# INFORMATION SUPPLIED
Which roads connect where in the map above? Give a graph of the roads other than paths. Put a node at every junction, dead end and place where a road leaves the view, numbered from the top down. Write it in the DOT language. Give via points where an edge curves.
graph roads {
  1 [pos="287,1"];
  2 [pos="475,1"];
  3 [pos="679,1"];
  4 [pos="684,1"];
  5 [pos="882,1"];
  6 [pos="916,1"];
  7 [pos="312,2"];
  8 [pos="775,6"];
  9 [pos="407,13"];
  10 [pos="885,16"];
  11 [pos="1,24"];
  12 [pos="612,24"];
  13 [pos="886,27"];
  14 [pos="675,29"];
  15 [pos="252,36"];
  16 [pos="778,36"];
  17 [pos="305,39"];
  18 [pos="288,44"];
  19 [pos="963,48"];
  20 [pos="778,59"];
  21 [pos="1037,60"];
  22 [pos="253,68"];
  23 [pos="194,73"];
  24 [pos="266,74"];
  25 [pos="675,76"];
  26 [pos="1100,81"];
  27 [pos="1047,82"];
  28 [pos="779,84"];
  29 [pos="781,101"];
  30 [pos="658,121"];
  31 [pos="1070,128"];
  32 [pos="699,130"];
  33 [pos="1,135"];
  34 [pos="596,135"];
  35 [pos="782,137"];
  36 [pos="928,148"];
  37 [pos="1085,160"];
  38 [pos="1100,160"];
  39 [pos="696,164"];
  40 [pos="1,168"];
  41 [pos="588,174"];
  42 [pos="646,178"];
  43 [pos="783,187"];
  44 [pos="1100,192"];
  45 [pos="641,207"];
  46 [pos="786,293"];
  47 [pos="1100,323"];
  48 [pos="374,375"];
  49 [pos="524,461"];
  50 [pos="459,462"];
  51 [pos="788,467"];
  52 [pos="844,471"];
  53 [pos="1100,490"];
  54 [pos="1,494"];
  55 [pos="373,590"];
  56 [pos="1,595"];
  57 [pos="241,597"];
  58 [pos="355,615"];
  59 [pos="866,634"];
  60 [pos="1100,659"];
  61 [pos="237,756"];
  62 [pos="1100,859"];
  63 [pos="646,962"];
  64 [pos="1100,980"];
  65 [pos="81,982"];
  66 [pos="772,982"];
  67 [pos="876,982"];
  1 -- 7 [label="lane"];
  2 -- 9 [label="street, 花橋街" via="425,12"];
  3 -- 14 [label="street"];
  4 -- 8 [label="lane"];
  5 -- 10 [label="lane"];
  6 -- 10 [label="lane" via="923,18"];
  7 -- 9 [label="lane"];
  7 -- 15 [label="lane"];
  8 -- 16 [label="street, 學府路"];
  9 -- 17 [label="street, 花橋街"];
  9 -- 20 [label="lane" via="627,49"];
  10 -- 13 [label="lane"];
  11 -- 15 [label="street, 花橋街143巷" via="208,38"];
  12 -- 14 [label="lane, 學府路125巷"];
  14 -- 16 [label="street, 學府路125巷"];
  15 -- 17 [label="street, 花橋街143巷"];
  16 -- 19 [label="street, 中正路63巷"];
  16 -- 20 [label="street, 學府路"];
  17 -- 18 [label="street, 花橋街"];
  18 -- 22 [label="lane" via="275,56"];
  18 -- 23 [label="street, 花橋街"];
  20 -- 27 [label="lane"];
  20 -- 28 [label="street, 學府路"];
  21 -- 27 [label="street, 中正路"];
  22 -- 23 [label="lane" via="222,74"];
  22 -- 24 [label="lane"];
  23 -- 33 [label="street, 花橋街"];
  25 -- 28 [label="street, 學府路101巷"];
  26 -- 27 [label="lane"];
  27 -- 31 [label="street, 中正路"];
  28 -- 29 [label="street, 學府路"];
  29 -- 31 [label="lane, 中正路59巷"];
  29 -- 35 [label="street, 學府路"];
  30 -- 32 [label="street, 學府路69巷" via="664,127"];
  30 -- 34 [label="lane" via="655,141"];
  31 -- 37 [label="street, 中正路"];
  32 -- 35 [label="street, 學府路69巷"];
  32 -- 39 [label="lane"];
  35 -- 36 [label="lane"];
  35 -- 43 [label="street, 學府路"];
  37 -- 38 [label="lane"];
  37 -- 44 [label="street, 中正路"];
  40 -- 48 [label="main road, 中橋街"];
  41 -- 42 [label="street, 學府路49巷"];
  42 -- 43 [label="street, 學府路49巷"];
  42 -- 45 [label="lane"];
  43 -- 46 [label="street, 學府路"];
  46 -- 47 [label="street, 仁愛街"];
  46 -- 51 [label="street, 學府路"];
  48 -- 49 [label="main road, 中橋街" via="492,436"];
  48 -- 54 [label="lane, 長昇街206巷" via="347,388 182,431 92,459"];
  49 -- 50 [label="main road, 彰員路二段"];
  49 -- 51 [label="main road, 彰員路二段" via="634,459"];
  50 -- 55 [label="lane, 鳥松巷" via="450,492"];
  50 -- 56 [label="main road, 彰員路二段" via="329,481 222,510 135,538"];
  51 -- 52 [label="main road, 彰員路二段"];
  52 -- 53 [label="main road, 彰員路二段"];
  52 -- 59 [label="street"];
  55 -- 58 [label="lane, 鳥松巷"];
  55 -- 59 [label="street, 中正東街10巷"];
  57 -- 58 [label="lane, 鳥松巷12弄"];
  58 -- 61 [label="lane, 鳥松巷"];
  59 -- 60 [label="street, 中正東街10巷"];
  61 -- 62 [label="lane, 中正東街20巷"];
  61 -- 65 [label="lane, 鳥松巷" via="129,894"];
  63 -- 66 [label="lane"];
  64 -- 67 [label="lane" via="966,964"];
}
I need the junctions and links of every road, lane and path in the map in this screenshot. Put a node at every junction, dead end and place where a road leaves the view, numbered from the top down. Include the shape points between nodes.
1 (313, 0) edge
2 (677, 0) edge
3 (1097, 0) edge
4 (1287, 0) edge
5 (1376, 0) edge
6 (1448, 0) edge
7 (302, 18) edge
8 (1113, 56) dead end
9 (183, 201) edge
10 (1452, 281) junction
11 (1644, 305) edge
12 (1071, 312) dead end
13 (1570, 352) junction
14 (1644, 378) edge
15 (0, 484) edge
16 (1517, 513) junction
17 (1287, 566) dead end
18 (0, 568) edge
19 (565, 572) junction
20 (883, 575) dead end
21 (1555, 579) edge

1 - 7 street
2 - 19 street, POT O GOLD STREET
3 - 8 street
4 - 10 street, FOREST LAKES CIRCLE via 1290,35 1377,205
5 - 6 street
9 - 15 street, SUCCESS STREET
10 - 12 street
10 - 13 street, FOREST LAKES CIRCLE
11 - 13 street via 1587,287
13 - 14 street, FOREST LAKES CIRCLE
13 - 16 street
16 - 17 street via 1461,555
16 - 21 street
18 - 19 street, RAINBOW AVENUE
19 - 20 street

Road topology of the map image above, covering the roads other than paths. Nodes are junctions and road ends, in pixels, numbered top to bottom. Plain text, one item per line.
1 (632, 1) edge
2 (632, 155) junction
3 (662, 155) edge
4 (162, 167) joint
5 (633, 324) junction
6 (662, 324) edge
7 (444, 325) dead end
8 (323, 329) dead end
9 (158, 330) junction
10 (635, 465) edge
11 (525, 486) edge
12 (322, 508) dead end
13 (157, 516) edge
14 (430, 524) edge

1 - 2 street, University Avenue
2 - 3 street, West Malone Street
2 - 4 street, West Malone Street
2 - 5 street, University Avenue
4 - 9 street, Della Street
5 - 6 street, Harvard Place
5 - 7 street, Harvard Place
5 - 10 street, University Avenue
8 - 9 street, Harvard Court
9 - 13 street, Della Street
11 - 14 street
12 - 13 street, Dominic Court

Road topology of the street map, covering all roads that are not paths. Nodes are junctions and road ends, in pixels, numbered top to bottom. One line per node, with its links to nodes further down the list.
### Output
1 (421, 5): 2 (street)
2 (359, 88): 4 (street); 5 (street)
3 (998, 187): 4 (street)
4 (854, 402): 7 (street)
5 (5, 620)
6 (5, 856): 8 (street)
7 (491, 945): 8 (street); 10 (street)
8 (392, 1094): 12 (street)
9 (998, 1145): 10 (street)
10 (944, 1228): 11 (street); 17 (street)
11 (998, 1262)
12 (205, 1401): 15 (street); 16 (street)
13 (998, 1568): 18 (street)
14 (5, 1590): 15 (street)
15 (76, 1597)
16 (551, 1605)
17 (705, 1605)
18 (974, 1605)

# DIRECTIONS
Each line above that contains the string "junctions" should be copied.

# TASK ANSWER
I need the junctions and links of every road, lane and path in the map in this screenshot. Put a node at every junction, dead end and place where a road leaves the view, numbered from the top down. Include the shape points between nodes.
Road topology of the map image above, covering the roads other than paths. Nodes are junctions and road ends, in pixels, numbered top to bottom. Plain text, one item per line.
Road topology of the street map, covering all roads that are not paths. Nodes are junctions and road ends, in pixels, numbered top to bottom. One line per node, with its links to nodes further down the list.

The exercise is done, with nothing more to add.